At the first sign of miscarriage you should see your obstetrician for help to keep your pregnancy to term.
An incompetent cervix thins and widens prematurely so will cause miscarriage in second trimester of pregnancy. During pregnancy, while the uterus is enlarging, the cervix must remain closed, otherwise the foetus would fall into the vagina. Incompetent cervix accounts for up to 25 per cent of all second trimester miscarriages.
Incompetent cervix is suspected when a woman has three consecutive spontaneous pregnancy losses during the second trimester (the fourth, fifth and sixth months of the pregnancy). There will be a sudden loss of a large quantity of water from the uterus and the vagina followed by miscarriage.
Causes and symptoms
During a particularly difficult or rapid labour, or where a baby is unduly large, the muscle fibres of-the internal cervical os may occasionally be damaged and the next pregnancy miscarries at about the 20th week.

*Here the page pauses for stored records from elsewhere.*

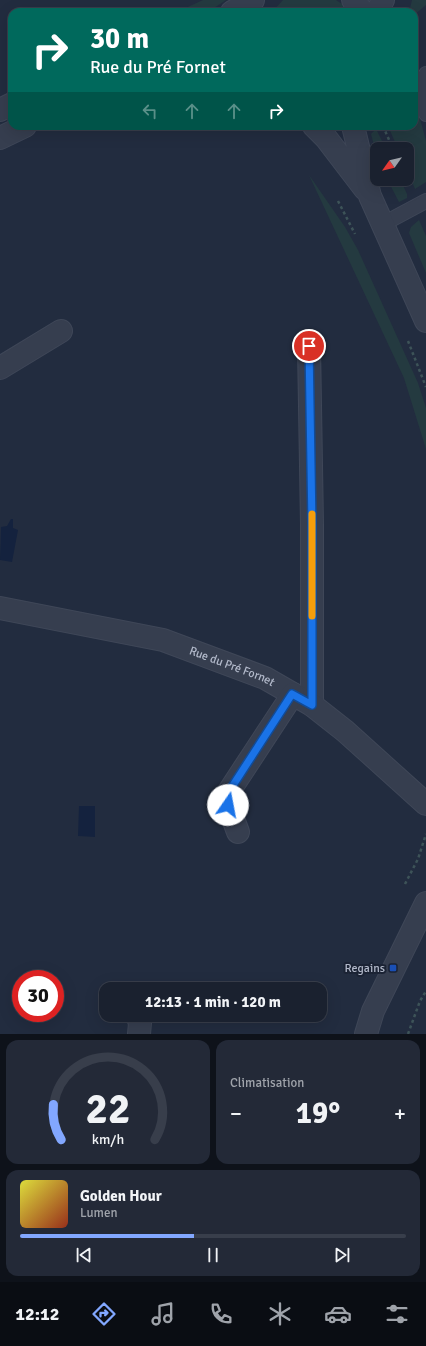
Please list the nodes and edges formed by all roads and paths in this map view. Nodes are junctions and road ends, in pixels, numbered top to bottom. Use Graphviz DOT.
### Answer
graph roads {
  1 [pos="253,0"];
  2 [pos="239,8"];
  3 [pos="426,74"];
  4 [pos="426,114"];
  5 [pos="17,130"];
  6 [pos="318,130"];
  7 [pos="354,130"];
  8 [pos="385,130"];
  9 [pos="0,138"];
  10 [pos="390,142"];
  11 [pos="370,196"];
  12 [pos="426,201"];
  13 [pos="383,224"];
  14 [pos="426,321"];
  15 [pos="61,331"];
  16 [pos="309,346"];
  17 [pos="0,368"];
  18 [pos="0,608"];
  19 [pos="292,694"];
  20 [pos="312,705"];
  21 [pos="426,804"];
  22 [pos="238,832"];
  23 [pos="426,834"];
  24 [pos="402,891"];
  25 [pos="426,903"];
  26 [pos="426,991"];
  27 [pos="140,1022"];
  28 [pos="139,1034"];
  29 [pos="366,1034"];
  30 [pos="408,1034"];
  1 -- 2 [label="street"];
  3 -- 4 [label="lane"];
  5 -- 9 [label="street"];
  6 -- 11 [label="street"];
  7 -- 11 [label="street"];
  8 -- 10 [label="path"];
  11 -- 13 [label="street"];
  12 -- 13 [label="lane"];
  13 -- 14 [label="street"];
  15 -- 17 [label="street"];
  16 -- 20 [label="street"];
  18 -- 19 [label="street, Rue du Pré Fornet"];
  19 -- 20 [label="street, Rue du Pré Fornet"];
  19 -- 22 [label="street"];
  20 -- 21 [label="street, Rue du Pré Fornet"];
  23 -- 24 [label="path"];
  25 -- 29 [label="street"];
  26 -- 30 [label="path"];
  27 -- 28 [label="street"];
}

When the cervix is injured by excessive or forceful dilatation at an operation for the treatment of painful periods, or to perform an abortion, the circular muscular fibres around the internal cervical os may be damaged sufficiently to render the cervix incompetent in the next pregnancy.
Approx 70 per cent of women exposed in utero to (Diethylstilbestrol) have a small, T-shaped uterus and have an abnormally high frequency of poor pregnancy outcome.
Other factors could include trauma to the cervix, physical abnormality of the cervix, or having been exposed to the drug diethylstilbestrol (DES) in the mother’s womb. Some women have cervical incompetence for no obvious reason.
After a miscarriage, making the decision to go in for another pregnancy is difficult. Collect as much information as possible to try to find out the possible causes of the loss and whether they might influence a future pregnancy.
In case of recurrent abortion, tests are usually done to try to find a cause. These include:
Hysterosalpingogram or hysteroscopy to make sure there are no defects in your uterus (womb).
Blood tests, such as serum progesterone, to rule out a luteal phase defect.
Blood tests for antiphospholipid antibodies (lupus anticoagulant).
The VDRL (Venereal Diseases Reach Laboratory) blood test, for sexually transmitted diseases.
Karyotype, for you and your husband, to rule out chromosomal abnormalities.
What are my chances?
If you’ve experienced recurrent miscarriage, you may feel hopeless and confused regarding a positive pregnancy outcome. Remember that miscarriage is not an uncommon event. Your testing will focus on trying to find out the known causes of recurrent miscarriage.
But knowledge of this problem is still limited, and no obvious cause is detected in up to 50 per cent of couples with repeated pregnancy loss. This can be very frustrating both to the patient and the doctor. The encouraging news is that the spontaneous cure rate is very high.